Clustering & Community Operator Set
Operator Category: Clustering & Community (Clustering Coefficient, Community Detection, Transitivity and Cycle Structure)
Applicable Stages: Network Structure Insight, Circle/Gang Identification, Community Quality Evaluation, Closed Loop/Cycle Detection, Relationship Intensity Quantification
Product Positioning: Provide a unified operator capability base for answering "whether a network has tight small circles / how to divide people or entities into communities / how good is this division method / whether closed loops exist"
1. Operator Set Overview
The Clustering & Community operator set covers two major categories of capabilities:
-
Local Intensity and Network Aggregation (Clustering / Transitivity)
- Are nodes/the entire network "clustered"?
- Is the tendency for triangle closure strong?
- Suitable for judging whether a network has small circles, gangs, and strong relationship groups from the perspective of "micro local structure".
-
Community Detection & Evaluation
- Automatically find communities/camps/circles without labels.
- Support different mechanisms: modularity maximization, label propagation, hierarchical splitting, k-clique percolation (overlapping communities).
- Conduct quality scoring and validity verification for the obtained community division.

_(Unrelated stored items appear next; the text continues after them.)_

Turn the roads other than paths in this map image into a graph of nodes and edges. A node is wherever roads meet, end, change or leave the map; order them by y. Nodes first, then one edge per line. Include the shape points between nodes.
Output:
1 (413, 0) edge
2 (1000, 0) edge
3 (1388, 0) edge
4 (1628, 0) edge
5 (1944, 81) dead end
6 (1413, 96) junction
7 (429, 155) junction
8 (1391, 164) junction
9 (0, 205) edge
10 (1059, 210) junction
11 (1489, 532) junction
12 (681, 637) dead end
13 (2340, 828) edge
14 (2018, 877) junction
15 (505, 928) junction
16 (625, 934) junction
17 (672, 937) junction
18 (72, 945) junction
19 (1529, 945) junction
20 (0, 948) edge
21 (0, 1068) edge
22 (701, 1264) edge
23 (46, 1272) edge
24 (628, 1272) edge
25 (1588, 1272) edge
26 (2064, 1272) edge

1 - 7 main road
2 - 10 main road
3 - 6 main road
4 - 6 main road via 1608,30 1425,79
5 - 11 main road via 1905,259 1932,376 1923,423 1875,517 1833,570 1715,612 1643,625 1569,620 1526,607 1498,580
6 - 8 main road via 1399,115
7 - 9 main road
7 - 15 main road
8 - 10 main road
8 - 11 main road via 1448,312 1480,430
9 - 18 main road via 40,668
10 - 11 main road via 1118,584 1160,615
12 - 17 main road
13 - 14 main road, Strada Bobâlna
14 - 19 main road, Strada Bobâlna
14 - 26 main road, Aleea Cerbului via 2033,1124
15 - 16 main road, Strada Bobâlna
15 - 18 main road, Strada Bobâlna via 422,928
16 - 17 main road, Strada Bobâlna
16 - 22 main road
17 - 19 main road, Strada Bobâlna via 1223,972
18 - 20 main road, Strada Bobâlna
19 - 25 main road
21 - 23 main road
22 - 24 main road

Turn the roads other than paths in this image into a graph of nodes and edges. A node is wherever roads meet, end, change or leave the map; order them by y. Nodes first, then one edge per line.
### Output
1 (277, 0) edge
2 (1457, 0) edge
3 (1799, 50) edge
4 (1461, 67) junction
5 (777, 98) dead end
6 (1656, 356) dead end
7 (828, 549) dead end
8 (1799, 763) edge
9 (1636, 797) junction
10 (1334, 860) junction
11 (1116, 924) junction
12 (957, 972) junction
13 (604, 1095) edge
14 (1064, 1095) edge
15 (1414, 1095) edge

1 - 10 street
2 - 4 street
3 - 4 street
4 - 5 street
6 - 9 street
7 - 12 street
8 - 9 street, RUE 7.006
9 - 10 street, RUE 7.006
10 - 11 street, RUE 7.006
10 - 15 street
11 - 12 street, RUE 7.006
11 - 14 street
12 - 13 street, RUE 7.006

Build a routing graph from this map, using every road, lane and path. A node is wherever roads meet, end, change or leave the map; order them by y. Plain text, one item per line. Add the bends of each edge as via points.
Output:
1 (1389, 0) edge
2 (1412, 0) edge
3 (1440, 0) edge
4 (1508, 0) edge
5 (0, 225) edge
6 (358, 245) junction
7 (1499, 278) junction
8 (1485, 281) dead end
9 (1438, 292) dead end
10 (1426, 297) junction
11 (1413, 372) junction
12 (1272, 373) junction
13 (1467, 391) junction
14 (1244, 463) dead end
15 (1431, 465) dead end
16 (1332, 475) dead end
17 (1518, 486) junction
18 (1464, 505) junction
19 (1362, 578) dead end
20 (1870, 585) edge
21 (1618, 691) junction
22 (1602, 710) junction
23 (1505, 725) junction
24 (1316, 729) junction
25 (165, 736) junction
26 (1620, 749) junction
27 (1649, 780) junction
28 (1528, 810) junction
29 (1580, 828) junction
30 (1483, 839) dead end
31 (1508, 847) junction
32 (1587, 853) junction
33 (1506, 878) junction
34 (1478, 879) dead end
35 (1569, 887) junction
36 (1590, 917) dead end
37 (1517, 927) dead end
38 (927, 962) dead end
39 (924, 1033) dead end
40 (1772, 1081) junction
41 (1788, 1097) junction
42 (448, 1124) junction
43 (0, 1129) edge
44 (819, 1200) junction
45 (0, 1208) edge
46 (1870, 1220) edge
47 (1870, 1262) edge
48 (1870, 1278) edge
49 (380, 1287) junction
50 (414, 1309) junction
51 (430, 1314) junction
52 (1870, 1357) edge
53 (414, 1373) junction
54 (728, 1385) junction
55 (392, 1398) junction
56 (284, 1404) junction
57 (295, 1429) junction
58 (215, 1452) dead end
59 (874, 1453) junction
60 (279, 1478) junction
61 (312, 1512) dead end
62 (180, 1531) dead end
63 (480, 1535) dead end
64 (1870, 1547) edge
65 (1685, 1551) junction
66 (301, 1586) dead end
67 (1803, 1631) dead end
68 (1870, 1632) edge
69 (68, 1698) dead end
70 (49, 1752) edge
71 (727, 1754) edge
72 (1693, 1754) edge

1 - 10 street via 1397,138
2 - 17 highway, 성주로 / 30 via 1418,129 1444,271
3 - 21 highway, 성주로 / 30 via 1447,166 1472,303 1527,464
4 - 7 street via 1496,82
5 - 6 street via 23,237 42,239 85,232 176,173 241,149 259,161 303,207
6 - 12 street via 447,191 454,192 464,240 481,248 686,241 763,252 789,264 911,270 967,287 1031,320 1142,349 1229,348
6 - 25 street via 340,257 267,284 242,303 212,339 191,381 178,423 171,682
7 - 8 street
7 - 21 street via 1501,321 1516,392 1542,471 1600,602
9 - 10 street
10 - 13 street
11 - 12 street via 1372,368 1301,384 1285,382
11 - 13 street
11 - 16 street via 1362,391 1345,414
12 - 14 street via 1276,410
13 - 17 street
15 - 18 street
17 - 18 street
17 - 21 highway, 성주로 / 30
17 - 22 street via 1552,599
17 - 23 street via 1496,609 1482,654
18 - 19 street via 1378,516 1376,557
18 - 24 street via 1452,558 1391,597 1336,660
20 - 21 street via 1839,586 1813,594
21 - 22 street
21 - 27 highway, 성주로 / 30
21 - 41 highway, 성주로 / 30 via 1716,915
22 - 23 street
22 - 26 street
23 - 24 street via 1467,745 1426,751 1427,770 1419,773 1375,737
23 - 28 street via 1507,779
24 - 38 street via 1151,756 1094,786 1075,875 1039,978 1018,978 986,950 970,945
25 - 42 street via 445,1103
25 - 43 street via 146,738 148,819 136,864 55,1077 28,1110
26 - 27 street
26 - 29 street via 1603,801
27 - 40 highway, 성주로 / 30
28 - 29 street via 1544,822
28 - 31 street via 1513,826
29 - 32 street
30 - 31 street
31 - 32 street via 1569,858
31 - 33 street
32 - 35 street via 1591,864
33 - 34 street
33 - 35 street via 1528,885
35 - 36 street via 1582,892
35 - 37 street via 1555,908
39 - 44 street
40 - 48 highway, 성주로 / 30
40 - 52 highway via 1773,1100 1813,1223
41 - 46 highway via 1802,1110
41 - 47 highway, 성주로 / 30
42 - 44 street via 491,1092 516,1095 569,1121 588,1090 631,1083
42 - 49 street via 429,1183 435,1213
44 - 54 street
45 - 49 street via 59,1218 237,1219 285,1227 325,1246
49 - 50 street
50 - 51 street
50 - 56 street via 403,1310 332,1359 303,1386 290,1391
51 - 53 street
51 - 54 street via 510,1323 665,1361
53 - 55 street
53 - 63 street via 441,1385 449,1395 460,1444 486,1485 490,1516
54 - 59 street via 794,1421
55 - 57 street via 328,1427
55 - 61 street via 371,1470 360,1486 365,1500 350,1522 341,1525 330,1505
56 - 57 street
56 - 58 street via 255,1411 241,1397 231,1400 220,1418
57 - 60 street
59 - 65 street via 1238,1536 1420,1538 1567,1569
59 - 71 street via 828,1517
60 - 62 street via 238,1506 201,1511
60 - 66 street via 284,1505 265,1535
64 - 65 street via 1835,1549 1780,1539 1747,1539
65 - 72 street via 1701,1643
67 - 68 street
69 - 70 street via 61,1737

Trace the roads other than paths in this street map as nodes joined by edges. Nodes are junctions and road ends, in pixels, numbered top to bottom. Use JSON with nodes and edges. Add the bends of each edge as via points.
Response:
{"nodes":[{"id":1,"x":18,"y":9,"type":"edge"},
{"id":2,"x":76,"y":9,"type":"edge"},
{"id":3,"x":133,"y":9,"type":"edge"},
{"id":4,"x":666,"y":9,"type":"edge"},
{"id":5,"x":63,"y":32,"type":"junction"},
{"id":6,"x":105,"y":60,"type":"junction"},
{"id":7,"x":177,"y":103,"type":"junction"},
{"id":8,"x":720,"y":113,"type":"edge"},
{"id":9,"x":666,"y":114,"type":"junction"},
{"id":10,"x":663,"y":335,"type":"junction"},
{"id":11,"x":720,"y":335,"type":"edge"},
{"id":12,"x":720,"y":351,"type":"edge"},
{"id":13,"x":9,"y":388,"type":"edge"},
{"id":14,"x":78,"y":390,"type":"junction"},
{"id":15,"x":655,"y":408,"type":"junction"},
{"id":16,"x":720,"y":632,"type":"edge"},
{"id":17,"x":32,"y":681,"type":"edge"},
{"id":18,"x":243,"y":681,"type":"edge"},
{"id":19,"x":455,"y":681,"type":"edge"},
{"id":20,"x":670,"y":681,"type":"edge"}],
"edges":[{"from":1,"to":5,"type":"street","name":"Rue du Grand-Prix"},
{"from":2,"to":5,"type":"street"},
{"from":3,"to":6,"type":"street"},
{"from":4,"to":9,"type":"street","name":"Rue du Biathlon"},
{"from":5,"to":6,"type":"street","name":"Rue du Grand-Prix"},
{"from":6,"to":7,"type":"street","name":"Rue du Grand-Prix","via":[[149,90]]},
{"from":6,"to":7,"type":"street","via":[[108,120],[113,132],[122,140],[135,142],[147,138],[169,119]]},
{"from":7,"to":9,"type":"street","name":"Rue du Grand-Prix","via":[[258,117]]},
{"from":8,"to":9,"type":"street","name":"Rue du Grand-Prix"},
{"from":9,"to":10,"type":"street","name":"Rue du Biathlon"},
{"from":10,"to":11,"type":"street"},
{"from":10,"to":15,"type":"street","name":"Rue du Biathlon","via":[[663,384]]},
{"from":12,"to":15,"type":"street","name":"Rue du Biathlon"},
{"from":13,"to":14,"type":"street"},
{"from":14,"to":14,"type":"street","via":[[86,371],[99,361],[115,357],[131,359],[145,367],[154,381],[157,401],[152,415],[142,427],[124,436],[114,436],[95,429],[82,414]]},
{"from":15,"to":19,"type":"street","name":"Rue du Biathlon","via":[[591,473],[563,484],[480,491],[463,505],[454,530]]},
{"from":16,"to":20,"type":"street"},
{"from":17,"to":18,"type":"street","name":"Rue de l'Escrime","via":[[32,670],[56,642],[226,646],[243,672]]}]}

In addition, this category also includes cycle structure/cycle detection capabilities (simple_cycles / cycle_basis), which are used to identify closed-loop patterns such as fund reflux, circular dependency, and feedback loops.
2. Operator Capability Classification
| Capability Type | Corresponding Operator | Function Description |
|---|---|---|
| Node Clustering Coefficient | clustering | Calculate the clustering coefficient of specified nodes or all nodes |
| Average Clustering Coefficient | average_clustering | Calculate the average clustering coefficient of the entire graph or a subset of nodes |
| Triangle Closure Count | triangles | Count the number of triangles a node participates in |
| Global Transitivity | transitivity | Calculate the overall degree of "a friend of a friend is also a friend" in the network |
| 4-Cycle Clustering | square_clustering | Calculate the local redundant structure tendency of nodes participating in 4-cycles |
| Community Detection - Greedy Modularity | greedy_modularity_communities | Clauset–Newman–Moore greedy merging to maximize modularity |
| Community Detection - Hierarchical Splitting | girvan_newman | Iteratively remove "the most critical edges" to obtain hierarchical community structures |
| Community Detection - Synchronous Label Propagation | label_propagation_communities | Form communities through majority label diffusion of neighbors |
| Community Detection - Asynchronous Label Propagation | asyn_lpa_communities | Asynchronous update label propagation (controllable weight and random seed) |
| Community Detection - k-clique | k_clique_communities | Overlapping community detection based on k-clique percolation |
| Community Detection - Louvain | louvain_communities | Multi-layer modularity optimization, suitable for fast community division of large graphs |
| Community Detection - Leiden | leiden_communities | Improved version of Louvain, more stable and ensures internal connectivity of communities |
| Cycle Structure - Simple Cycle Enumeration | simple_cycles | Enumerate all simple cycles in the graph (can set length upper limit) |
| Cycle Structure - Cycle Basis | cycle_basis | Basic cycle set of undirected graphs (cycle space basis) |
| Solution Quality - Modularity | modularity | Calculate modularity(Q) for a given partition |
| Solution Quality - Coverage/Performance | partition_quality | Calculate (coverage, performance) |
| Solution Validity | is_partition | Check whether the community list is a strict partition (non-overlapping and full node coverage) |
3. General Input and Output Conventions
- Input
G: NetworkX Graph / DiGraph - Output Type:
- Indicator Type (Clustering/Transitivity/Modularity):
float - Count Type (Triangles):
dictorint - Community Result:
list[set]/iterable[set]/iterator[tuple[set]] - Cycle Structure:
list[list[node]]or iterator - Verification:
bool
- Indicator Type (Clustering/Transitivity/Modularity):
4. Detailed Operator Descriptions
4.1 Local Intensity and Network Aggregation
1) clustering —— Node Clustering Coefficient
Function Description Calculate the node clustering coefficient: measure the proportion of mutual connections between the neighbors of a node ("whether neighbors know each other"). Product Value
- Find central nodes of "tight friend circles"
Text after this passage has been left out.